From 2cf028696127737bc2218049bf722dbf5f2040f4 Mon Sep 17 00:00:00 2001
From: Philipp Matthes
Date: Tue, 31 Mar 2026 08:51:06 +0200
Subject: [PATCH 1/2] Monitor datasource recency and alert on delays
---
.../plugins/deployment/datasource_state.go | 70 ++++++++--
.../deployment/datasource_state_test.go | 132 ++++++++++++++++--
2 files changed, 178 insertions(+), 24 deletions(-)
diff --git a/internal/knowledge/kpis/plugins/deployment/datasource_state.go b/internal/knowledge/kpis/plugins/deployment/datasource_state.go
index 77f6ab501..a4b65ed79 100644
--- a/internal/knowledge/kpis/plugins/deployment/datasource_state.go
+++ b/internal/knowledge/kpis/plugins/deployment/datasource_state.go
@@ -5,6 +5,7 @@ package deployment
import (
"context"
+ "time"
"github.com/cobaltcore-dev/cortex/api/v1alpha1"
"github.com/cobaltcore-dev/cortex/internal/knowledge/db"

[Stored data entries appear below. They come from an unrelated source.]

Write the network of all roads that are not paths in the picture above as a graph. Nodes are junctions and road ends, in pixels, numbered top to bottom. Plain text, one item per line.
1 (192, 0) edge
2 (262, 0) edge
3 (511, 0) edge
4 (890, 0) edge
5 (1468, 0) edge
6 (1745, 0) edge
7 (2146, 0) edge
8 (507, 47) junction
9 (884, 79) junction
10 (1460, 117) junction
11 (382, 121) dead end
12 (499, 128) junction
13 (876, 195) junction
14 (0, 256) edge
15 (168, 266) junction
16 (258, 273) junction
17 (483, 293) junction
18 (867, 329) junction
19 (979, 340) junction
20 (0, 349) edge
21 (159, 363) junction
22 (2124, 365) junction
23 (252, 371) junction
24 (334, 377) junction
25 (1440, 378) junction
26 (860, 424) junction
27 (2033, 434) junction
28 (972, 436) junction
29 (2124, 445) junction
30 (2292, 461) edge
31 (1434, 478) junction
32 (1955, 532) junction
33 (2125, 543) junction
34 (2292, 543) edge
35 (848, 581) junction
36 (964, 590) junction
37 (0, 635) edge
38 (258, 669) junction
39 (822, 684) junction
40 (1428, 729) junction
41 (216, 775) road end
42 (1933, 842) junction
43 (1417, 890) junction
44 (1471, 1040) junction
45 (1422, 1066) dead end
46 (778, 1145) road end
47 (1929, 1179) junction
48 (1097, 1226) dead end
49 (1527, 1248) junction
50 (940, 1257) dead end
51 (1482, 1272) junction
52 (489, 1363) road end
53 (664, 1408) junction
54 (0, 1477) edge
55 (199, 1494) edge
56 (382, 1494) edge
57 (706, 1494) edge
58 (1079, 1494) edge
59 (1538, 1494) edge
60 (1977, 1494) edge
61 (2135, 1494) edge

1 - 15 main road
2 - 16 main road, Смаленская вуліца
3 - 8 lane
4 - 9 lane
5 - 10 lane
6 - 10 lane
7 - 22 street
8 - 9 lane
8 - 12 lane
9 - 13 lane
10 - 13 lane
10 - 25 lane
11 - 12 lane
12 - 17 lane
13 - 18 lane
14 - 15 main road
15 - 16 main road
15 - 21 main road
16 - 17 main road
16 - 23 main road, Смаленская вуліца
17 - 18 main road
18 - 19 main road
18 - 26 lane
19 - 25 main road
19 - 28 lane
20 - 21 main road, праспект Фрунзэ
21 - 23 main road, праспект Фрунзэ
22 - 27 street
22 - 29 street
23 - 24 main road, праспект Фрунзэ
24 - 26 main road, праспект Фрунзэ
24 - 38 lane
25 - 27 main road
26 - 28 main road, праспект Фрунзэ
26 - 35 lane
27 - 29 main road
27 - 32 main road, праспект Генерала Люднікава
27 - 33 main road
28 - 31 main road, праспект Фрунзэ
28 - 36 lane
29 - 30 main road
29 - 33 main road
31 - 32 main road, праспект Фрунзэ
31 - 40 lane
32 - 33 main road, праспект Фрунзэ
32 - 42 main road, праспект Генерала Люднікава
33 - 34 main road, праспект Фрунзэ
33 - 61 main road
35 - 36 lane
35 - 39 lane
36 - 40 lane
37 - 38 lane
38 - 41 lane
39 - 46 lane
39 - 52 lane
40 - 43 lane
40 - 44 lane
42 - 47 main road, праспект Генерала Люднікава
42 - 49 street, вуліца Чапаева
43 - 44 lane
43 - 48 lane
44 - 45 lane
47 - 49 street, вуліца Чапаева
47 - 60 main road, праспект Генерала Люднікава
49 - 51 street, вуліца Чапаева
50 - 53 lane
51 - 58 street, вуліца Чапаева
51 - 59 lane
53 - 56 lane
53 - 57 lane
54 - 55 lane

@@ -12,47 +13,73 @@ import (
"github.com/cobaltcore-dev/cortex/pkg/conf"
"github.com/prometheus/client_golang/prometheus"
"k8s.io/apimachinery/pkg/api/meta"
+ ctrl "sigs.k8s.io/controller-runtime"
"sigs.k8s.io/controller-runtime/pkg/client"
)
+var datasourceStateKPILogger = ctrl.Log.WithName("datasource-state-kpi")
+
+// DatasourceStateKPIOpts defines the options for the DatasourceStateKPI
+// which are loaded through the kpi resource.
type DatasourceStateKPIOpts struct {
- // The scheduling domain to filter datasources by.
+ // DatasourceSchedulingDomain describes the scheduling domain to filter
+ // datasources by.
DatasourceSchedulingDomain v1alpha1.SchedulingDomain `json:"datasourceSchedulingDomain"`
}
-// KPI observing the state of datasource resources managed by cortex.
+// DatasourceStateKPI observes the state of datasource resources managed by cortex.
type DatasourceStateKPI struct {
- // Common base for all KPIs that provides standard functionality.
plugins.BaseKPI[DatasourceStateKPIOpts]
- // Prometheus descriptor for the datasource state metric.
+ // Counter that tracks the state of datasources, labeled by domain,
+ // datasource name, and state.
counter *prometheus.Desc
+
+ // gaugeSecondsUntilReconcile is a prometheus gauge that tracks the seconds
+ // until the datasource should be reconciled again, labeled by domain and
+ // datasource name. This can help identify if there are issues with the
+ // reconciliation loop or if the datasource is not being updated as expected.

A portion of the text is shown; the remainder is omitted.